07 janvier 20 – Du Rio Pelque à Tapi Aike – 46 km (8685 km) – J279

Avec notre heure de coucher tardive, le réveil est difficile ce matin. Mais nous ne traînons pas trop. Petit-déjeuner, rangement, signature, nous sommes presque prêts à 08h30. Sofia part devant. Papa va voir les danois pour leur demander où ils ont vu le puma exactement. Nous terminons de nous préparer et nous partons à 09h00.

Le vent souffle déjà fort. Il n’est pas de face mais plutôt un peu de côté. Il nous aide un petit peu, c’est déjà ça de pris. Nous avançons comme nous le pouvons, ça monte un peu. La piste n’est pas encore trop mauvaise…

Certains passages sont bien pourris, nous retrouvons la tôle ondulée, il y a pas mal de cailloux plutôt bien sertis dans la terre.
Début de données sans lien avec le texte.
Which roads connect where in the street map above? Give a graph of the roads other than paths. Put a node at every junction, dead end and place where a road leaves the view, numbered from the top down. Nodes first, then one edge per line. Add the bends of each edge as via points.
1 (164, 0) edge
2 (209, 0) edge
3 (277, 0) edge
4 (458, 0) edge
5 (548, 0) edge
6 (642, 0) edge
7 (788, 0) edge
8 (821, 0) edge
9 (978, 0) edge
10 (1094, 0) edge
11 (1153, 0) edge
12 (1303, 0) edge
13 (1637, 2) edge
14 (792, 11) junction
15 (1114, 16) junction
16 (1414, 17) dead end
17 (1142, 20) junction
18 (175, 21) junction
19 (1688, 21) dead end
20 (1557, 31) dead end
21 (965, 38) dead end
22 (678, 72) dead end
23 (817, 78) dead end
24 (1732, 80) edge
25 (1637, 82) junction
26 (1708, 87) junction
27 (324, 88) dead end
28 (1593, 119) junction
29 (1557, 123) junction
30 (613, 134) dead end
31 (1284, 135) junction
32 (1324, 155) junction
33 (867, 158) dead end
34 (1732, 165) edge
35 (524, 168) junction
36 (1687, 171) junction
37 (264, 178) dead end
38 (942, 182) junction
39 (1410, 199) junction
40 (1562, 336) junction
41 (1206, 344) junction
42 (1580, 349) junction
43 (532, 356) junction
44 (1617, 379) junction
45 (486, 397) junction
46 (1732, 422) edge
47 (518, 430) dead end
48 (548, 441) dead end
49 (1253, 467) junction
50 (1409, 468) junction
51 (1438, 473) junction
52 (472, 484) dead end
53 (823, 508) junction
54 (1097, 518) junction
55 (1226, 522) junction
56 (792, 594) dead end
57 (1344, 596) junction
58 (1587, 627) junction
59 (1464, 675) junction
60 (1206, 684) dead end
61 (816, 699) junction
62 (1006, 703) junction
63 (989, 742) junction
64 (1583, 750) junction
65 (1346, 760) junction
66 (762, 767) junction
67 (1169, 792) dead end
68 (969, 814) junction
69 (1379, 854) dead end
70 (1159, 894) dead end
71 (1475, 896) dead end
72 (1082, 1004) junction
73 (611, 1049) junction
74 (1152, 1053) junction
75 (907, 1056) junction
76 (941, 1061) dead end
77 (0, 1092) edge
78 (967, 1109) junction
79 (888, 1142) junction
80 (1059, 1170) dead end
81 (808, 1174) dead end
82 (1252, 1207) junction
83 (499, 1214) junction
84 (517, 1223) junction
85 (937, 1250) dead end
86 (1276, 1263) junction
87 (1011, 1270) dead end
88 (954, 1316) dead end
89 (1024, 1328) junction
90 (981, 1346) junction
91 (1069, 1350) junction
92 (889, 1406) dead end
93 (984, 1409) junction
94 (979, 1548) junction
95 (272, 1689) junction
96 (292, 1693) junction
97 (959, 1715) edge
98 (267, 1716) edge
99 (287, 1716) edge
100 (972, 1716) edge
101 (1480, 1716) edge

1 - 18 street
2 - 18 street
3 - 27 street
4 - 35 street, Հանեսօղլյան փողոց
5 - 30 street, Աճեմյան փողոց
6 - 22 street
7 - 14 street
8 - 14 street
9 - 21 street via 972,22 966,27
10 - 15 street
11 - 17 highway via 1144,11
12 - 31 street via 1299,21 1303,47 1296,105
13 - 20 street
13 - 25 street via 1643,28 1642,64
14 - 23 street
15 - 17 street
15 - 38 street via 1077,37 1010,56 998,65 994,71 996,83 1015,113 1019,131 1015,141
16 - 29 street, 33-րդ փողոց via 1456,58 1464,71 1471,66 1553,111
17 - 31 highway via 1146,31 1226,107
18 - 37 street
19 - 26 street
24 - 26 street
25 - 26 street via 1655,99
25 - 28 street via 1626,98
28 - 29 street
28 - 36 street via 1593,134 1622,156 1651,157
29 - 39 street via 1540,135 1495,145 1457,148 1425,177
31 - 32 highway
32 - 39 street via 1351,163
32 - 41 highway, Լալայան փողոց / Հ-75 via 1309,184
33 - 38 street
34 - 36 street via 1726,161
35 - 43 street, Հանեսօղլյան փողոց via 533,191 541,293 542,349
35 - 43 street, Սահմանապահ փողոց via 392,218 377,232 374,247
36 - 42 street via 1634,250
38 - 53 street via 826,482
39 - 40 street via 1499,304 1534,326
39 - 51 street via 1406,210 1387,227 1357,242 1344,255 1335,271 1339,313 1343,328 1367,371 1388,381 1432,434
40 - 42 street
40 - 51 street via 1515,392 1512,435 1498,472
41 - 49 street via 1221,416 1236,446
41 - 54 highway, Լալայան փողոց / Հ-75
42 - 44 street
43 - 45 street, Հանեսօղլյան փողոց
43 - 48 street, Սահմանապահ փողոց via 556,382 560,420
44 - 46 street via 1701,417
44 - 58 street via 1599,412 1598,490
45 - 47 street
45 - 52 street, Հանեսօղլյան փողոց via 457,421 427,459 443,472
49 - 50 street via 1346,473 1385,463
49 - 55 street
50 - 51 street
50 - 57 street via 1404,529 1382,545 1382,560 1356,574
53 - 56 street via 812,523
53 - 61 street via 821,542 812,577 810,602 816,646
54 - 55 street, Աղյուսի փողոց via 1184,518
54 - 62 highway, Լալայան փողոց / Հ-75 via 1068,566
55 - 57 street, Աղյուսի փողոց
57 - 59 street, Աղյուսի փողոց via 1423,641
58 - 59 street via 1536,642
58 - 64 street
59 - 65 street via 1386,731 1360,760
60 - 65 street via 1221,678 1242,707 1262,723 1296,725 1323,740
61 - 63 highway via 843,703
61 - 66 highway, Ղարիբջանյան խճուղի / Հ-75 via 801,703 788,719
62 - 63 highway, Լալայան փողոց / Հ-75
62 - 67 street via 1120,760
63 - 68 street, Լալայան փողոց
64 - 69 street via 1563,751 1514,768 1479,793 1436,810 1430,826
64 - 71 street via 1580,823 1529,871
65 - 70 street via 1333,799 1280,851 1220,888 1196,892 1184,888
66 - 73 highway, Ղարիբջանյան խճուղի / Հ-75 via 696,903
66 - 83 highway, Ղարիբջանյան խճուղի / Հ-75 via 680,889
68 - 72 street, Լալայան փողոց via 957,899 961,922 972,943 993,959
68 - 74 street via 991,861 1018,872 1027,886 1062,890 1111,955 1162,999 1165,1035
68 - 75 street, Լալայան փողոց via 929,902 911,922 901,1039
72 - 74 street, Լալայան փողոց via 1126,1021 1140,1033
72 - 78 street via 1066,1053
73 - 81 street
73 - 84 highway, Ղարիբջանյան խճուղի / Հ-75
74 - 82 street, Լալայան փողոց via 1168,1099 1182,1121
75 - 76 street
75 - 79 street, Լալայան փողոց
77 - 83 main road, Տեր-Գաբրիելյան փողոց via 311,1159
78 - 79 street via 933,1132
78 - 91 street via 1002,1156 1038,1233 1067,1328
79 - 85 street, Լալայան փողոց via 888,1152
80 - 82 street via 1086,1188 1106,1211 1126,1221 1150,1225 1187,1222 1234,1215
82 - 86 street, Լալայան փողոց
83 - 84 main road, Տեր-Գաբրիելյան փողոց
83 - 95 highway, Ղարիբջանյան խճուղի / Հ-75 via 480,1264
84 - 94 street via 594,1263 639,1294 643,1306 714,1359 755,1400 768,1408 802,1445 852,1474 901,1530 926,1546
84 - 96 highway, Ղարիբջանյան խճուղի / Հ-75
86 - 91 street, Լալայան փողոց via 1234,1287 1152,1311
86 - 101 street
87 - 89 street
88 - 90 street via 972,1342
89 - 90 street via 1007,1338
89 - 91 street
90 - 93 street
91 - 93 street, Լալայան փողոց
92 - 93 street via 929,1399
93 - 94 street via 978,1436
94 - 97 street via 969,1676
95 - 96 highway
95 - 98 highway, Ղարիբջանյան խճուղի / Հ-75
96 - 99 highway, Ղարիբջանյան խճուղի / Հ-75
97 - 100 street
Nous sommes bien secoués.

Peu avant la fin de la deuxième montée, nous rattrapons Sofia qui fait une petite pause. Nous décidons de continuer jusqu’à la fin de la montée pour déjeuner. Le vent n’est plus avec nous mais il a baissé donc il ne nous gêne pas trop.

Le vent est de retour, ce n’est pas évident de trouver un endroit un peu abrité pour manger. Nous déjeunons donc rapidement et nous avons froid ! Sofia repasse devant. Le ventre plein, nous attaquons la descente.

La piste devient vraiment mauvaise. Les mauvais passages se généralisent, avancer devient difficile… En plus, nous pensions avoir essentiellement de la descente mais il y a pas mal de montées !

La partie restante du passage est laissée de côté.